Stellantis a annoncé la fermeture pour deux semaines de son usine Chrysler située à Windsor, en Ontario, au Canada, et la possibilité de « pauses » dans la production de ses usines mexicaines. Cette décision fait suite à l’imposition de lourds droits de douane par les États-Unis sur les véhicules importés.
L’usine de Windsor, qui emploie environ 4 000 personnes, sera fermée du 7 au 14 avril. Cette usine, qui produit les monospaces Chrysler Pacifica et les berlines électriques Dodge Charger, exporte principalement vers les États-Unis. Le syndicat local Unifor a confirmé que cette fermeture était « principalement liée » aux droits de douane sur les voitures importées vers les États-Unis, imposés récemment par Donald Trump.
Stellantis a indiqué qu’il continuait d’évaluer l’impact de ces nouvelles taxes et poursuivait les discussions avec l’administration américaine. Le groupe a également précisé que cette décision affecterait plusieurs autres installations, y compris les usines de production de moteurs et d’emboutissage aux États-Unis.

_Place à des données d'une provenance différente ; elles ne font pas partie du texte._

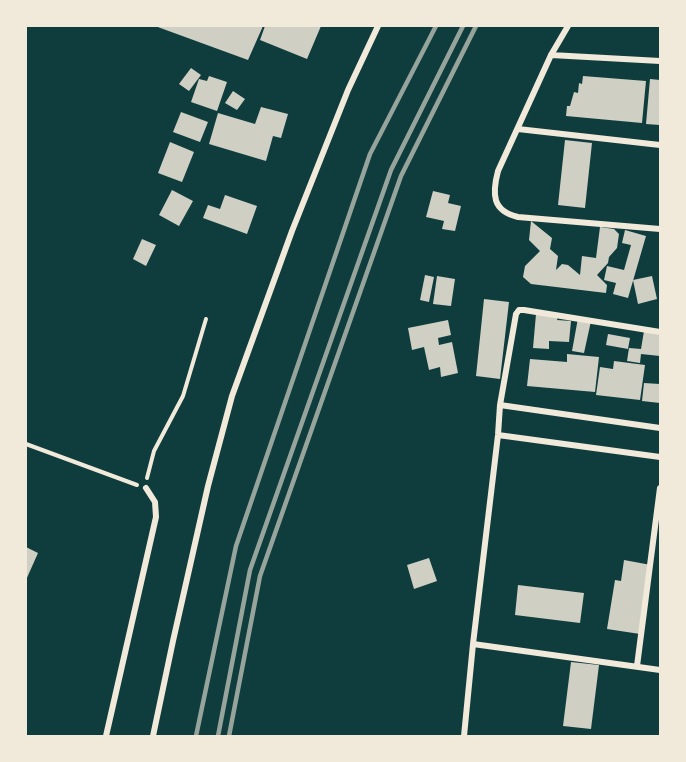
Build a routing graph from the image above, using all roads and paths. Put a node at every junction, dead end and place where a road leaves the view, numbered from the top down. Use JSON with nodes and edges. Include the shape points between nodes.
{"nodes":[{"id":1,"x":378,"y":26,"type":"edge"},
{"id":2,"x":568,"y":26,"type":"edge"},
{"id":3,"x":551,"y":56,"type":"junction"},
{"id":4,"x":660,"y":61,"type":"edge"},
{"id":5,"x":518,"y":129,"type":"junction"},
{"id":6,"x":660,"y":145,"type":"edge"},
{"id":7,"x":660,"y":230,"type":"edge"},
{"id":8,"x":206,"y":319,"type":"dead end"},
{"id":9,"x":660,"y":332,"type":"edge"},
{"id":10,"x":500,"y":405,"type":"junction"},
{"id":11,"x":660,"y":428,"type":"edge"},
{"id":12,"x":498,"y":435,"type":"junction"},
{"id":13,"x":26,"y":444,"type":"edge"},
{"id":14,"x":660,"y":457,"type":"edge"},
{"id":15,"x":146,"y":488,"type":"junction"},
{"id":16,"x":660,"y":488,"type":"edge"},
{"id":17,"x":473,"y":644,"type":"junction"},
{"id":18,"x":637,"y":666,"type":"junction"},
{"id":19,"x":660,"y":670,"type":"edge"},
{"id":20,"x":106,"y":736,"type":"edge"},
{"id":21,"x":153,"y":736,"type":"edge"},
{"id":22,"x":464,"y":736,"type":"edge"}],
"edges":[{"from":1,"to":21,"type":"street","via":[[296,221],[232,396],[208,486]]},
{"from":2,"to":3,"type":"street"},
{"from":3,"to":4,"type":"street"},
{"from":3,"to":5,"type":"street"},
{"from":5,"to":6,"type":"street"},
{"from":5,"to":7,"type":"street","via":[[494,185],[494,197],[505,214]]},
{"from":8,"to":15,"type":"path","via":[[183,396],[150,463]]},
{"from":9,"to":10,"type":"street","via":[[519,310]]},
{"from":10,"to":11,"type":"street"},
{"from":10,"to":12,"type":"street"},
{"from":12,"to":14,"type":"street"},
{"from":12,"to":17,"type":"street"},
{"from":13,"to":15,"type":"path"},
{"from":15,"to":20,"type":"street","via":[[155,502],[156,517]]},
{"from":16,"to":18,"type":"street"},
{"from":17,"to":18,"type":"street"},
{"from":17,"to":22,"type":"street"},
{"from":18,"to":19,"type":"street"}]}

Le 2 avril, Trump avait annoncé l’introduction de droits de douane considérables, en particulier contre l’Asie et l’Union européenne, ce qui pourrait avoir des répercussions majeures sur l’économie mondiale, mais aussi américaine. En réponse, Stellantis, aux côtés de Ford et General Motors, a demandé une réduction des droits de douane sur les automobiles importées du Mexique et du Canada, soulignant que des taxes trop élevées pourraient entraîner une hausse des prix des véhicules et une diminution de la demande.
Face à cette situation, le Premier ministre canadien, Mark Carney, avait évoqué en mars la nécessité de renforcer l’industrie automobile locale pour contrer les menaces de Trump, proposant de créer un réseau de construction automobile « entièrement canadien ».